Only the lines below, from the one with "index pip: (540, 286)" through the one with "pinky tip: (638, 341)", are to be written out, exactly.

═══ Records to process

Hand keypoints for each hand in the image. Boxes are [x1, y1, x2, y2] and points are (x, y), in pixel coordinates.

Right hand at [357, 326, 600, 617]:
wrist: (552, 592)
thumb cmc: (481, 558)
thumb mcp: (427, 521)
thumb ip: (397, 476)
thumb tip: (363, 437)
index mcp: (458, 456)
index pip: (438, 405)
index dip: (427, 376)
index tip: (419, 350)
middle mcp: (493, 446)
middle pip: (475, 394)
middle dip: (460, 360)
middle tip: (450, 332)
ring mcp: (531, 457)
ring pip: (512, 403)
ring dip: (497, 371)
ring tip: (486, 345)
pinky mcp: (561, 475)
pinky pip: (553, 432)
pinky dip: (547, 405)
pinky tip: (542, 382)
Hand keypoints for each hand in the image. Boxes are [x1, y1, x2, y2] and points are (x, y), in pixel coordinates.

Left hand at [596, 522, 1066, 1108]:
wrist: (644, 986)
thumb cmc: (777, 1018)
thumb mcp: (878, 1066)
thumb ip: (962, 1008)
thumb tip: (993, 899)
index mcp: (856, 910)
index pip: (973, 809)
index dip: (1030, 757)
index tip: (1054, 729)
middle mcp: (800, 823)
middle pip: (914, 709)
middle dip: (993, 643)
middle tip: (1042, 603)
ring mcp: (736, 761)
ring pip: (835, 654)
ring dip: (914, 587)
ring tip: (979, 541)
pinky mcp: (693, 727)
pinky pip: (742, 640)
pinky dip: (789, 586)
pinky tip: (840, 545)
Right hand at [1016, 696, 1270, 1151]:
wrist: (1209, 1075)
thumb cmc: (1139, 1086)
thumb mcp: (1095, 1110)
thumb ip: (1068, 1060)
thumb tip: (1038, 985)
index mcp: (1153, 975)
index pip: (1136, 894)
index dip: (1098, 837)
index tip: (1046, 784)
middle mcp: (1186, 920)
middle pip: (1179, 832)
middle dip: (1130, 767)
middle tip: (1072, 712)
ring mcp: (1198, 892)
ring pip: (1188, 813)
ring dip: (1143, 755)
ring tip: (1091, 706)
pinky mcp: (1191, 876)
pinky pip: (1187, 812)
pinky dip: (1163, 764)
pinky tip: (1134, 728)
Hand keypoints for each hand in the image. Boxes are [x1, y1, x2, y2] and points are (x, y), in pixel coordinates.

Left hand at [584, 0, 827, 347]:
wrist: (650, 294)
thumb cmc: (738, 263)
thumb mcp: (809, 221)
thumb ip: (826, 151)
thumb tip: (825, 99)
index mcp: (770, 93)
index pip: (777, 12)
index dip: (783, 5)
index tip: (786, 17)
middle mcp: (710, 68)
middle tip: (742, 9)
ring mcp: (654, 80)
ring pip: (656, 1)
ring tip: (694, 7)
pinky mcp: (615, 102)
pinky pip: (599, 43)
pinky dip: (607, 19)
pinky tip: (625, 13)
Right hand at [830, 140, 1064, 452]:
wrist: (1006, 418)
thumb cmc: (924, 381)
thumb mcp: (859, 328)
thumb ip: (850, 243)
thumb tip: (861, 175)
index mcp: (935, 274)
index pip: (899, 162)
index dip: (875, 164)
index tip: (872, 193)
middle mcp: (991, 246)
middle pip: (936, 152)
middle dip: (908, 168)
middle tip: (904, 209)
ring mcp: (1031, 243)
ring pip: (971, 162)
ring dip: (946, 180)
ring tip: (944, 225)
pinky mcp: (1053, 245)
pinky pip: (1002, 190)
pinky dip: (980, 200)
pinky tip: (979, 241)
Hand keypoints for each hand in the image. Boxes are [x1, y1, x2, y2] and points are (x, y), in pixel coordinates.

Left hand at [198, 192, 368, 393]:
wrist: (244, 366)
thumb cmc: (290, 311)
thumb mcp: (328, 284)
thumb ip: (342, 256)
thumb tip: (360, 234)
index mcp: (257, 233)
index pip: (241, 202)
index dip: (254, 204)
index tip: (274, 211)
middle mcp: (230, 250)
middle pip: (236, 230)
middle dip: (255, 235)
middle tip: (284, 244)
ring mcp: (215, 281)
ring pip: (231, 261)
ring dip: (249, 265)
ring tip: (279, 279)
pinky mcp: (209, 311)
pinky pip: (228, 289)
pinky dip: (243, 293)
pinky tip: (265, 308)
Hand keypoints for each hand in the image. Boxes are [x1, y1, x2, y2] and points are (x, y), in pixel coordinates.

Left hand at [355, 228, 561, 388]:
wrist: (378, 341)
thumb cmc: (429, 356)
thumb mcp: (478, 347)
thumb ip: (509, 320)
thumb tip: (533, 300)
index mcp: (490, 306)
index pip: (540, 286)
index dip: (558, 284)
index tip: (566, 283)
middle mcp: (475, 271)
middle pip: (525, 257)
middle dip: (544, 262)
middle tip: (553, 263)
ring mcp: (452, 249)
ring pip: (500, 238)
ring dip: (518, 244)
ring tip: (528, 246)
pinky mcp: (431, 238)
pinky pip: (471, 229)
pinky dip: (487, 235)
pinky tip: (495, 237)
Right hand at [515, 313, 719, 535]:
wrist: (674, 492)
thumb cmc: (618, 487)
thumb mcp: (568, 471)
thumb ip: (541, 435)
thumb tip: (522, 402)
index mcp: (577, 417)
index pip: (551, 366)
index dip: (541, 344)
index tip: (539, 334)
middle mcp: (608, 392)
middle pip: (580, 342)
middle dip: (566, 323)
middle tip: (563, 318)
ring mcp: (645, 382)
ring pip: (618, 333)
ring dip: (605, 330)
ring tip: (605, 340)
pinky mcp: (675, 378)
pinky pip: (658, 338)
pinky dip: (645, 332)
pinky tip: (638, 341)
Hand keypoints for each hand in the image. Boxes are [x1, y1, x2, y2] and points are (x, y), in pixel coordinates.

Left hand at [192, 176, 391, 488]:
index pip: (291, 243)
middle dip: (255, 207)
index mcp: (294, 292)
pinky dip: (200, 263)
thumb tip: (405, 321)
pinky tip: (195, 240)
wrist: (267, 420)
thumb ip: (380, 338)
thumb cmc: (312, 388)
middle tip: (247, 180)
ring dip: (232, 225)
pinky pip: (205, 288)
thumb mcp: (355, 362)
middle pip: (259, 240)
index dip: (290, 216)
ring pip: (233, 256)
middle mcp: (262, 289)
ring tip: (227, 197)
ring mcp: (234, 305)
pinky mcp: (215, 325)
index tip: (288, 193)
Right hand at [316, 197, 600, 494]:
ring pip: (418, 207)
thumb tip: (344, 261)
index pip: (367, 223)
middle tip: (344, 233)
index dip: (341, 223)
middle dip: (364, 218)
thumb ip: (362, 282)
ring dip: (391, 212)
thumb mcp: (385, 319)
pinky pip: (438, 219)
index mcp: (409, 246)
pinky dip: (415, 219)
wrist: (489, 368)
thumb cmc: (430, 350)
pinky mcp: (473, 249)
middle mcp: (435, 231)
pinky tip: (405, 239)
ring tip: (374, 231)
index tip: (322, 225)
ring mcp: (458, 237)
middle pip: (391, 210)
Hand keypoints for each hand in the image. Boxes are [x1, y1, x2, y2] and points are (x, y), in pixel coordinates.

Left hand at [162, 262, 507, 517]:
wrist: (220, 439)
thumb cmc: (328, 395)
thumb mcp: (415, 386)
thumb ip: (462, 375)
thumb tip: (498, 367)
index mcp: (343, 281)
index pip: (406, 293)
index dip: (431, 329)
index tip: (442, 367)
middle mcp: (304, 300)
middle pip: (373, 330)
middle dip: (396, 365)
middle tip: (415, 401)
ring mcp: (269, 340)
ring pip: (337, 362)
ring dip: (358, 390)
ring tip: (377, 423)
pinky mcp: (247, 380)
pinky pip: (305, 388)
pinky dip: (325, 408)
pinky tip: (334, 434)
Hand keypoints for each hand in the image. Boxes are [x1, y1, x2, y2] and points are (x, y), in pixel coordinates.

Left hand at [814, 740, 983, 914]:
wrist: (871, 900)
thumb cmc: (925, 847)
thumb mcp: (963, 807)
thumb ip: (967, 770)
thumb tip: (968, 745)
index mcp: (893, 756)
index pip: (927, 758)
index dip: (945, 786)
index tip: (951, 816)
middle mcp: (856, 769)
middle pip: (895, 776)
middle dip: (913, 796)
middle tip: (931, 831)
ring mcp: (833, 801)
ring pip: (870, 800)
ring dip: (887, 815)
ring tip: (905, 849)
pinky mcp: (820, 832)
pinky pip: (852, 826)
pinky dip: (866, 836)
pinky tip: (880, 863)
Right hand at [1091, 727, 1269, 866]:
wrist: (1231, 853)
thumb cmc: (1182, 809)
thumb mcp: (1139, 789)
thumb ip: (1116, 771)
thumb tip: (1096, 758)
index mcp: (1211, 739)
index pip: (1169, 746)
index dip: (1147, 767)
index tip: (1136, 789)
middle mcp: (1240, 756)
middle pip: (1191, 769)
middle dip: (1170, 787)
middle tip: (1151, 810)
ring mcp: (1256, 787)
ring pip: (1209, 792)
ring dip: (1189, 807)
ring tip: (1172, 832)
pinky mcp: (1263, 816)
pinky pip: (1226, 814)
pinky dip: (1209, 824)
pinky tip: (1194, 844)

══════

◆ **Written response**:
index pip: (540, 286)
index dip: (558, 284)
index tip: (566, 283)
middle mcp: (475, 271)
middle pip: (525, 257)
middle dip: (544, 262)
middle tip: (553, 263)
ring mcp: (452, 249)
ring pip: (500, 238)
ring dip: (518, 244)
ring tip: (528, 246)
pinky mcp: (431, 238)
pinky pip: (471, 229)
pinky dip: (487, 235)
pinky tip: (495, 237)
Right hand at [515, 313, 719, 535]:
wrist: (674, 492)
thumb cmc: (618, 487)
thumb mcp: (568, 471)
thumb ip: (541, 435)
thumb tip: (522, 402)
index mcp: (577, 417)
index pip: (551, 366)
index dip: (541, 344)
index tip: (539, 334)
middle mcp: (608, 392)
middle pip: (580, 342)
middle dip: (566, 323)
middle tip: (563, 318)
ring mcp: (645, 382)
ring pip: (618, 333)
ring dip: (605, 330)
ring tip: (605, 340)
pinky mcp: (675, 378)
pinky pip: (658, 338)
pinky dip: (645, 332)
pinky tip: (638, 341)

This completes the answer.